Section 627.7015 of Florida’s Insurance Code authorizes Florida’s “alternative procedure for resolution of disputed property insurance claims.” The purpose of the state-sponsored mediation program is to provide a “non-adversarial alternative dispute resolution procedure for mediation of insurance claims” prior to the “more adversarial appraisal process.” Section 627.7015 authorizes the Financial Services Department (the “Department”) to adopt rules in furtherance of such a program, specifically providing:
(4) The department shall adopt by rule a property insurance mediation program to be administered by the department or its designee. The department may also adopt special rules which are applicable in cases of an emergency within the state. The rules shall be modeled after practices and procedures set forth in mediation rules of procedure adopted by the Supreme Court. The rules shall provide for:
(a) Reasonable requirement for processing and scheduling of requests for mediation.
(b) Qualifications of mediators….
(c) Provisions governing who may attend mediation conferences.
(d) Selection of mediators.
(e) Criteria for the conduct of mediation conferences.
(f) Right to legal counsel.
Further, Section 627.7015 specifically requires that insurers notify their insureds of the right to participate in such a program:
(2) At the time a first-party claim within the scope of this section is filed, the insurer shall notify all first-party claimants of their right to participate in the mediation program under this section….
As part of its purported rule-making authority, the Department adopted Fla. Admin. R. 69J-166.031(4)(a)(1), which provides that “[w]ithin five days of the insured filing a first-party claim which falls within the scope of this rule, the insurer shall notify the insured of their right to participate in this program.” Importantly, the statute provides that failure to give notice excuses an insured from participating in any contractual loss appraisal process. § 627.7015(7), Fla. Stat. (2005).

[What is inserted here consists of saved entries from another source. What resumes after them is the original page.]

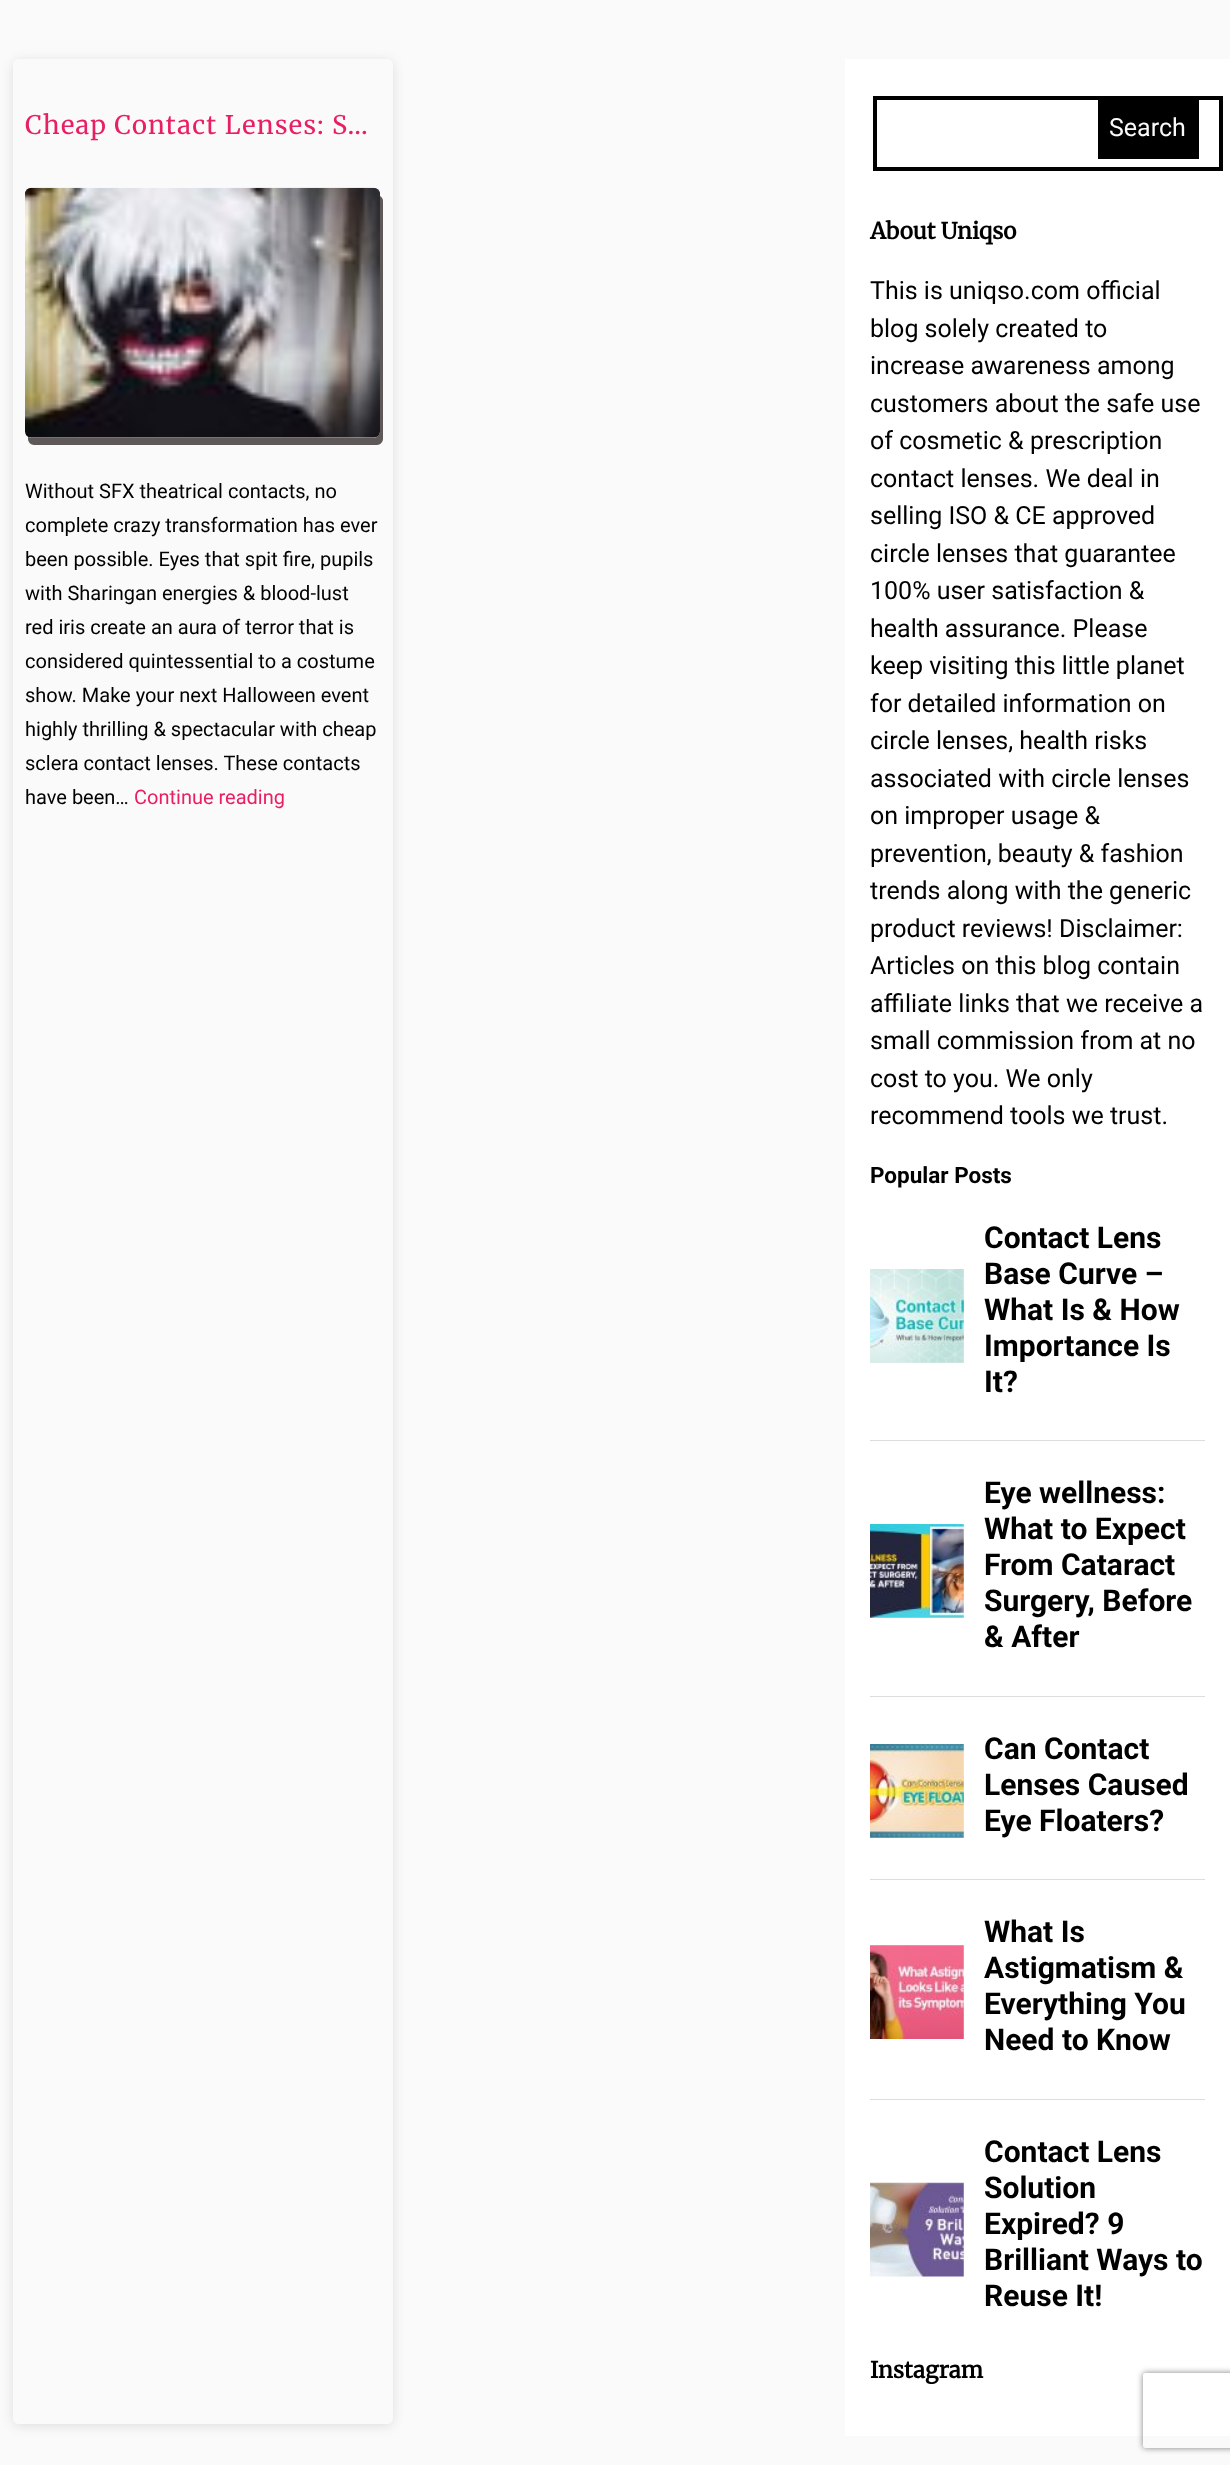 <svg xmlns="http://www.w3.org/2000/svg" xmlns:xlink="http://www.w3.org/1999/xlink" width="1230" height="2465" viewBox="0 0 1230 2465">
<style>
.cls-1{font:300 25.5px Merriweather;letter-spacing:1.25px;fill:#e91e63}
.cls-2{font:20px Roboto;fill:#000000}
.cls-3{font:20px Roboto;fill:#e91e63}
.cls-4{font:25px Roboto;fill:#fafafa}
.cls-5{font:bold 22.5px Merriweather;fill:#000000}
.cls-6{font:25px Roboto;fill:#000000}
.cls-7{font:bold 22.5px Roboto;fill:#000000}
.cls-8{font:bold 30px Roboto;fill:#000000}
</style>
<defs>
<clipPath id="clip1"><path d="M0 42H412V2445H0ZM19 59H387C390.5 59 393 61.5 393 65V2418C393 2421.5 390.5 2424 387 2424H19C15.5 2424 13 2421.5 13 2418V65C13 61.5 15.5 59 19 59Z" clip-rule="evenodd"/></clipPath>
<clipPath id="clip2"><path d="M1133 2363H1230V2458H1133ZM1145.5 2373H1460.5C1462 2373 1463 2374 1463 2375.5V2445.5C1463 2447 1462 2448 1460.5 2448H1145.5C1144 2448 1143 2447 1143 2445.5V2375.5C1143 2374 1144 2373 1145.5 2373Z" clip-rule="evenodd"/></clipPath>
</defs>
<rect width="100%" height="100%" fill="#fafafa"/>
<g clip-path="url(#clip1)">
<rect fill="#000000" fill-opacity="0.11" filter="blur(6px)" x="13" y="61" width="380" height="2365" rx="6"/>
</g>
<path fill="#5e5858" d="M28 437V439C28 442 31 445 34 445H377C380 445 383 442 383 439V201C383 199 382 197 380 196V431C380 435 377 438 374 438H31Z"/>
<image xlink:href="image0.png" x="25" y="187" width="355" height="251"/>
<rect fill="#ffffff" x="845" y="59" width="385" height="2377"/>
<rect fill="none" stroke="#000000" stroke-width="4" x="875" y="98" width="346" height="71"/>
<rect fill="#000000" x="1098" y="100" width="101" height="59"/>
<rect fill="#dddddd" x="870" y="1440" width="335" height="1"/>
<rect fill="#f0f0f0" x="870" y="1269" width="94" height="94"/>
<image xlink:href="image1.png" x="870" y="1269" width="94" height="94"/>
<rect fill="#dddddd" x="870" y="1696" width="335" height="1"/>
<rect fill="#f0f0f0" x="870" y="1524" width="94" height="94"/>
<image xlink:href="image2.png" x="870" y="1524" width="94" height="94"/>
<rect fill="#dddddd" x="870" y="1879" width="335" height="1"/>
<rect fill="#f0f0f0" x="870" y="1744" width="94" height="94"/>
<image xlink:href="image3.png" x="870" y="1744" width="94" height="94"/>
<rect fill="#dddddd" x="870" y="2099" width="335" height="1"/>
<rect fill="#f0f0f0" x="870" y="1945" width="94" height="94"/>
<image xlink:href="image4.png" x="870" y="1945" width="94" height="94"/>
<image xlink:href="image5.png" x="870" y="2182" width="94" height="95"/>
<g clip-path="url(#clip2)">
<rect fill="#808080" filter="blur(3px)" x="1143" y="2373" width="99" height="75" rx="2.5"/>
</g>
<text class="cls-1" x="25" y="134">Cheap Contact Lenses: S…</text>
<text class="cls-2"><tspan x="25" y="498">Without SFX theatrical contacts, no</tspan><tspan x="25" y="532">complete crazy transformation has ever</tspan><tspan x="25" y="566">been possible. Eyes that spit fire, pupils</tspan><tspan x="25" y="600">with Sharingan energies &amp; blood-lust</tspan><tspan x="25" y="634">red iris create an aura of terror that is</tspan><tspan x="25" y="668">considered quintessential to a costume</tspan><tspan x="25" y="702">show. Make your next Halloween event</tspan><tspan x="25" y="736">highly thrilling &amp; spectacular with cheap</tspan><tspan x="25" y="770">sclera contact lenses. These contacts</tspan><tspan x="25" y="804">have been…</tspan></text>
<text class="cls-3" x="134" y="804">Continue reading</text>
<text class="cls-4" x="1109" y="136">Search</text>
<text class="cls-5" x="870" y="239">About Uniqso</text>
<text class="cls-6"><tspan x="870" y="299">This is uniqso.com official</tspan><tspan x="870" y="337">blog solely created to</tspan><tspan x="870" y="374">increase awareness among</tspan><tspan x="870" y="412">customers about the safe use</tspan><tspan x="870" y="449">of cosmetic &amp; prescription</tspan><tspan x="870" y="487">contact lenses. We deal in</tspan><tspan x="870" y="524">selling ISO &amp; CE approved</tspan><tspan x="870" y="562">circle lenses that guarantee</tspan><tspan x="870" y="599">100% user satisfaction &amp;</tspan><tspan x="870" y="637">health assurance. Please</tspan><tspan x="870" y="674">keep visiting this little planet</tspan><tspan x="870" y="712">for detailed information on</tspan><tspan x="870" y="749">circle lenses, health risks</tspan><tspan x="870" y="787">associated with circle lenses</tspan><tspan x="870" y="824">on improper usage &amp;</tspan><tspan x="870" y="862">prevention, beauty &amp; fashion</tspan><tspan x="870" y="899">trends along with the generic</tspan><tspan x="870" y="937">product reviews! Disclaimer:</tspan><tspan x="870" y="974">Articles on this blog contain</tspan><tspan x="870" y="1012">affiliate links that we receive a</tspan><tspan x="870" y="1049">small commission from at no</tspan><tspan x="870" y="1087">cost to you. We only</tspan><tspan x="870" y="1124">recommend tools we trust.</tspan></text>
<text class="cls-7" x="870" y="1183">Popular Posts</text>
<text class="cls-8"><tspan x="984" y="1248">Contact Lens</tspan><tspan x="984" y="1284">Base Curve –</tspan><tspan x="984" y="1320">What Is &amp; How</tspan><tspan x="984" y="1356">Importance Is</tspan><tspan x="984" y="1392">It?</tspan></text>
<text class="cls-8"><tspan x="984" y="1503">Eye wellness:</tspan><tspan x="984" y="1539">What to Expect</tspan><tspan x="984" y="1575">From Cataract</tspan><tspan x="984" y="1611">Surgery, Before</tspan><tspan x="984" y="1647">&amp; After</tspan></text>
<text class="cls-8"><tspan x="984" y="1759">Can Contact</tspan><tspan x="984" y="1795">Lenses Caused</tspan><tspan x="984" y="1831">Eye Floaters?</tspan></text>
<text class="cls-8"><tspan x="984" y="1942">What Is</tspan><tspan x="984" y="1978">Astigmatism &amp;</tspan><tspan x="984" y="2014">Everything You</tspan><tspan x="984" y="2050">Need to Know</tspan></text>
<text class="cls-8"><tspan x="984" y="2162">Contact Lens</tspan><tspan x="984" y="2198">Solution</tspan><tspan x="984" y="2234">Expired? 9</tspan><tspan x="984" y="2270">Brilliant Ways to</tspan><tspan x="984" y="2306">Reuse It!</tspan></text>
<text class="cls-5" x="870" y="2378">Instagram</text>
</svg>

In Subirats v. Fidelity National Prop., 2013 Fla. App. LEXIS 2620 (Fla. 3d Dist. Ct. App. Feb. 20, 2013), the insurer notified the plaintiffs of their right to the mediation program approximately 14 days after plaintiffs filed their claim. Plaintiffs claimed that the insurer waived its right to enforce the policy’s appraisal provision due to its violation of the administrative notification deadline. The court disagreed, ruling that the Department exceeded its rule-making authority when it imposed the five-day rule. The court noted that “[t]he most casual perusal of section 627.7015(4) reveals the Department was not granted the authority to promulgate a deadline for notifying an insured of the right to mediation.” Noting that the statute already required notification by the insurer, the court concluded that “[w]e presume the failure of the legislature to authorize the adoption of the rather draconian five-day deadline was intentional.”

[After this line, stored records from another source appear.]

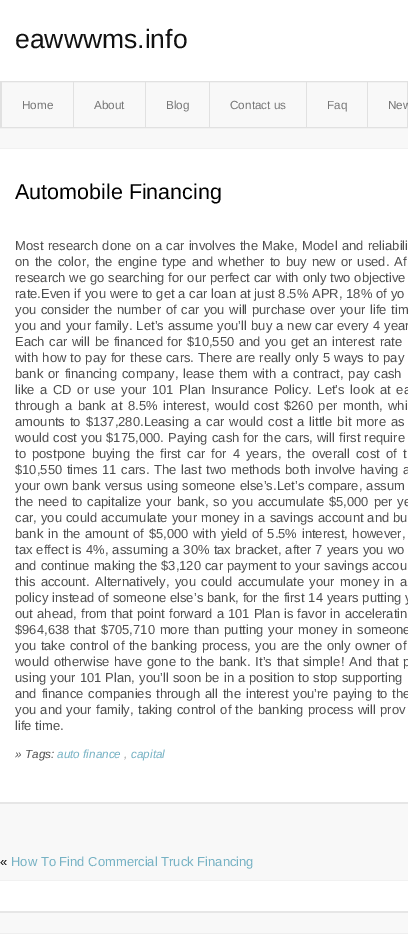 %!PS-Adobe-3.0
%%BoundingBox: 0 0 408 941
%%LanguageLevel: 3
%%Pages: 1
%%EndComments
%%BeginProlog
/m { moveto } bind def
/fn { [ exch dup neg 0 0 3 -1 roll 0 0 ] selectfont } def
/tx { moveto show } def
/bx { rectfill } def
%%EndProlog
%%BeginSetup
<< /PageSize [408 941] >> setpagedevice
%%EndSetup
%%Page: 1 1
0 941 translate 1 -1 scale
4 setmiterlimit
0.973 setgray
0 0 408 941 bx
1 setgray
0 0 408 81 bx
/LiberationSans-Regular 26.5 fn
0.067 setgray
(eawwwms.info) 15 48 tx
0.882 setgray
0.5 81.5 407 46 rectstroke
1 82 1 46 bx
73 82 1 46 bx
/LiberationSans-Regular 11.75 fn
0.467 setgray
(Home) 22 109 tx
0.882 setgray
145 82 1 46 bx
0.467 setgray
(About) 94 109 tx
0.882 setgray
209 82 1 46 bx
0.467 setgray
(Blog) 166 109 tx
0.882 setgray
306 82 1 46 bx
0.467 setgray
(Contact us) 230 109 tx
0.882 setgray
367 82 1 46 bx
0.467 setgray
(Faq) 327 109 tx
(New) 388 109 tx
1 setgray
0 149 408 653 bx
0.945 setgray
0 148 408 1 bx
0.902 setgray
0 802 408 2 bx
/LiberationSans-Regular 21.5 fn
0 setgray
(Automobile Financing) 15 199 tx
/LiberationSans-Regular 13 fn
0.31 setgray
15 250 m 0.75 0 32 (Most research done on a car involves the Make, Model and reliabili) widthshow
15 266 m 1.5 0 32 (on the color, the engine type and whether to buy new or used. Af) widthshow
15 282 m 0.25 0 32 (research we go searching for our perfect car with only two objective) widthshow
15 298 m 0.25 0 32 (rate.Even if you were to get a car loan at just 8.5% APR, 18% of yo) widthshow
15 314 m 1 0 32 (you consider the number of car you will purchase over your life tim) widthshow
15 330 m 0.4 0 32 (you and your family. Let’s assume you’ll buy a new car every 4 year) widthshow
15 346 m 1 0 32 (Each car will be financed for $10,550 and you get an interest rate) widthshow
15 362 m 0.6 0 32 (with how to pay for these cars. There are really only 5 ways to pay) widthshow
15 378 m 1.4 0 32 (bank or financing company, lease them with a contract, pay cash) widthshow
15 394 m 2 0 32 (like a CD or use your 101 Plan Insurance Policy. Let’s look at ea) widthshow
15 410 m 2 0 32 (through a bank at 8.5% interest, would cost $260 per month, whi) widthshow
15 426 m 1.4 0 32 (amounts to $137,280.Leasing a car would cost a little bit more as) widthshow
15 442 m 0.5 0 32 (would cost you $175,000. Paying cash for the cars, will first require) widthshow
15 458 m 2.5 0 32 (to postpone buying the first car for 4 years, the overall cost of t) widthshow
15 474 m 1 0 32 ($10,550 times 11 cars. The last two methods both involve having a) widthshow
15 490 m 0.5 0 32 (your own bank versus using someone else’s.Let’s compare, assum) widthshow
15 506 m 1.25 0 32 (the need to capitalize your bank, so you accumulate $5,000 per ye) widthshow
15 522 m 0.5 0 32 (car, you could accumulate your money in a savings account and bu) widthshow
15 538 m 1 0 32 (bank in the amount of $5,000 with yield of 5.5% interest, however,) widthshow
15 554 m 0.5 0 32 (tax effect is 4%, assuming a 30% tax bracket, after 7 years you wo) widthshow
15 570 m 0.25 0 32 (and continue making the $3,120 car payment to your savings accou) widthshow
15 586 m 1.75 0 32 (this account. Alternatively, you could accumulate your money in a) widthshow
15 602 m 0.25 0 32 (policy instead of someone else’s bank, for the first 14 years putting y) widthshow
15 618 m 0.5 0 32 (out ahead, from that point forward a 101 Plan is favor in acceleratin) widthshow
15 634 m 1.25 0 32 ($964,638 that $705,710 more than putting your money in someone) widthshow
15 650 m 1 0 32 (you take control of the banking process, you are the only owner of) widthshow
15 666 m 1.1 0 32 (would otherwise have gone to the bank. It’s that simple! And that p) widthshow
15 682 m 0.5 0 32 (using your 101 Plan, you’ll soon be in a position to stop supporting) widthshow
15 698 m 1.25 0 32 (and finance companies through all the interest you’re paying to the) widthshow
15 714 m 0.75 0 32 (you and your family, taking control of the banking process will prov) widthshow
(life time.) 15 730 tx
/LiberationSans-Italic 11.75 fn
(» Tags:) 15 758 tx
0.463 0.698 0.769 setrgbcolor
(auto finance) 57 758 tx
0.6 setgray
(,) 124 758 tx
0.463 0.698 0.769 setrgbcolor
(capital) 131 758 tx
/LiberationSans-Regular 13 fn
0 setgray
(«) 0 866 tx
0.463 0.698 0.769 setrgbcolor
(How To Find Commercial Truck Financing) 11 866 tx
1 setgray
0 881 408 30 bx
0.945 setgray
0 880 408 1 bx
0.902 setgray
0 911 408 2 bx
1 setgray
0 934 408 7 bx
0.933 setgray
0 933 408 1 bx
showpage
%%EOF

The court was careful to note that while the five-day rule was invalid, the statute remained clear that an insurer would still waive appraisal when it fails to provide any notification to the claimant of their right to participate in mediation. Moreover, the court noted that in this case the purpose of the notice provision was achieved when the insureds were made aware of their right to mediation prior to electing appraisal:
It bears mentioning that the purpose of the notice provision in section 627.7015 was not thwarted. That purpose is to prevent an insurer from withholding notification and thereby trapping “an uninformed insured into the very same potentially lengthy and costly appraisal process the statute was meant to guard against.” Colosimo, 61 So. 3d at 1245. Fidelity did not withhold notification or “trap” the Subiratses into a lengthy and costly appraisal process. To the contrary, the insurer in this case did notify the Subiratses of their right to avail themselves of the statutory mediation program. The Subiratses elected to proceed directly to appraisal. In accordance with the Subiratses’ election, Fidelity’s appraiser promptly met with the insureds’ appraiser and the two actually agreed to the amount of the loss. All that remained was to formally complete the appraisal process. We affirm the trial court’s order staying litigation of the breach of contract claim until the parties complete the appraisal process.
The court’s decision in Subirats highlights that practitioners may wish to take the time to explore the statutory authority under which an administrative rule was promulgated, especially when the rule appears to stretch into territory not otherwise contemplated by the legislature. In addition, while this result is favorable to insurers, insurers are reminded that they are still required to ensure that their insureds are notified of the opportunity to mediate claims before an appraisal takes place.